## Required work
Please restate all of the records word for word, setting the pictures aside.

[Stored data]
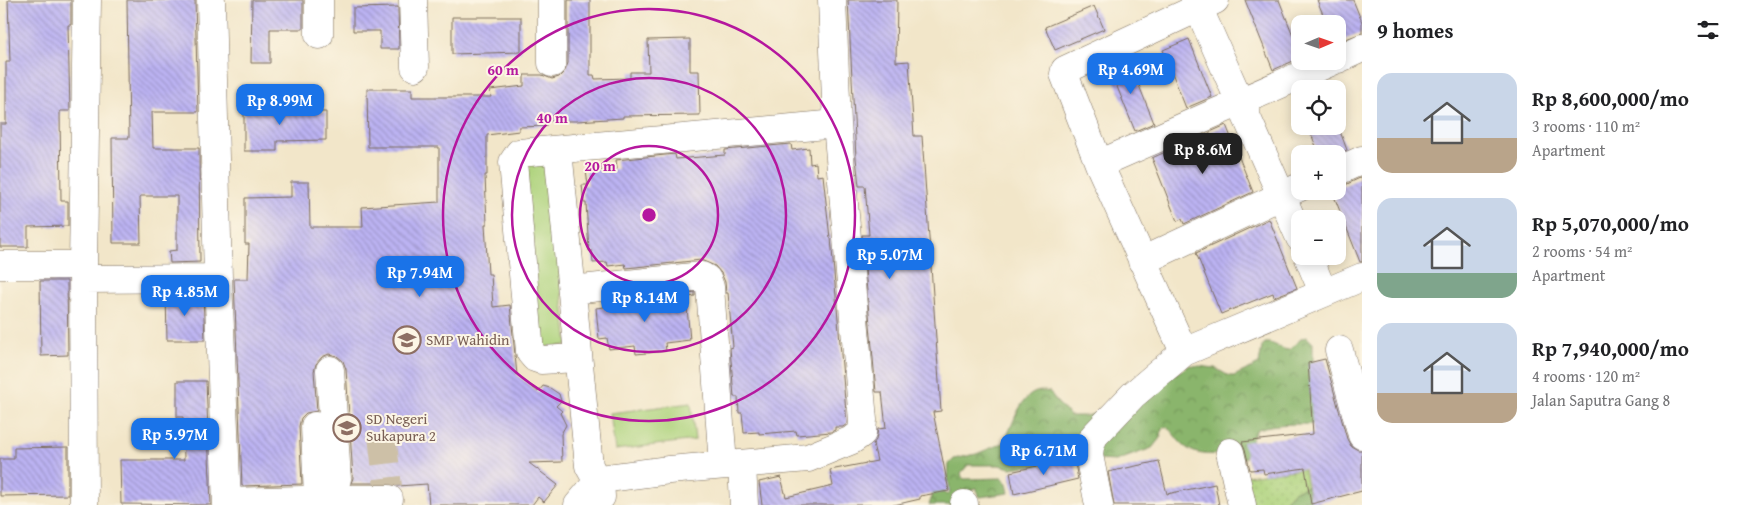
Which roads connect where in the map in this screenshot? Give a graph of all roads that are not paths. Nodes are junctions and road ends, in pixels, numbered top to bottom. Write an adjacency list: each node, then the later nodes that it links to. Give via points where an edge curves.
1 (87, 0): 24 (street)
2 (211, 0): 26 (street)
3 (319, 0): 8 (street)
4 (413, 0): 12 (street)
5 (552, 0): 11 (street)
6 (832, 0): 15 (street)
7 (1203, 3): 14 (street); 18 (street, via 1065,70 1064,79)
8 (319, 35)
9 (1362, 48): 10 (street)
10 (1346, 55)
11 (552, 63)
12 (415, 67)
13 (1313, 70): 14 (street)
14 (1240, 103): 18 (street); 20 (street)
15 (837, 124): 16 (street); 35 (street, via 862,433 808,458)
16 (558, 150): 27 (street); 31 (street, via 519,153 513,162 530,352 542,360)
17 (1362, 160): 19 (street)
18 (1099, 164): 21 (street)
19 (1346, 167)
20 (1291, 191): 21 (street)
21 (1142, 261): 30 (street)
22 (0, 265): 24 (street)
23 (1312, 265): 28 (street)
24 (83, 272): 26 (street); 40 (street)
25 (1362, 277): 28 (street)
26 (218, 278): 39 (street)
27 (572, 290): 31 (street); 35 (street, via 702,276 707,279)
28 (1323, 292): 30 (street)
29 (1339, 350): 33 (street)
30 (1184, 352): 43 (street, via 1133,395 1094,436 1089,455)
31 (578, 358): 36 (street, via 589,466)
32 (330, 370): 38 (street, via 323,401)
33 (1362, 435)
34 (1230, 452): 44 (street)
35 (733, 464): 36 (street, via 669,470); 42 (street)
36 (601, 492): 41 (street)
37 (396, 498): 38 (street)
38 (319, 499): 39 (street)
39 (227, 504)
40 (84, 505)
41 (578, 505)
42 (744, 505)
43 (1100, 505)
44 (1242, 505)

## Exercise answer
Which roads connect where in the map in this screenshot? Give a graph of all roads that are not paths. Nodes are junctions and road ends, in pixels, numbered top to bottom. Write an adjacency list: each node, then the later nodes that it links to. Give via points where an edge curves.
1 (87, 0): 24 (street)
2 (211, 0): 26 (street)
3 (319, 0): 8 (street)
4 (413, 0): 12 (street)
5 (552, 0): 11 (street)
6 (832, 0): 15 (street)
7 (1203, 3): 14 (street); 18 (street, via 1065,70 1064,79)
8 (319, 35)
9 (1362, 48): 10 (street)
10 (1346, 55)
11 (552, 63)
12 (415, 67)
13 (1313, 70): 14 (street)
14 (1240, 103): 18 (street); 20 (street)
15 (837, 124): 16 (street); 35 (street, via 862,433 808,458)
16 (558, 150): 27 (street); 31 (street, via 519,153 513,162 530,352 542,360)
17 (1362, 160): 19 (street)
18 (1099, 164): 21 (street)
19 (1346, 167)
20 (1291, 191): 21 (street)
21 (1142, 261): 30 (street)
22 (0, 265): 24 (street)
23 (1312, 265): 28 (street)
24 (83, 272): 26 (street); 40 (street)
25 (1362, 277): 28 (street)
26 (218, 278): 39 (street)
27 (572, 290): 31 (street); 35 (street, via 702,276 707,279)
28 (1323, 292): 30 (street)
29 (1339, 350): 33 (street)
30 (1184, 352): 43 (street, via 1133,395 1094,436 1089,455)
31 (578, 358): 36 (street, via 589,466)
32 (330, 370): 38 (street, via 323,401)
33 (1362, 435)
34 (1230, 452): 44 (street)
35 (733, 464): 36 (street, via 669,470); 42 (street)
36 (601, 492): 41 (street)
37 (396, 498): 38 (street)
38 (319, 499): 39 (street)
39 (227, 504)
40 (84, 505)
41 (578, 505)
42 (744, 505)
43 (1100, 505)
44 (1242, 505)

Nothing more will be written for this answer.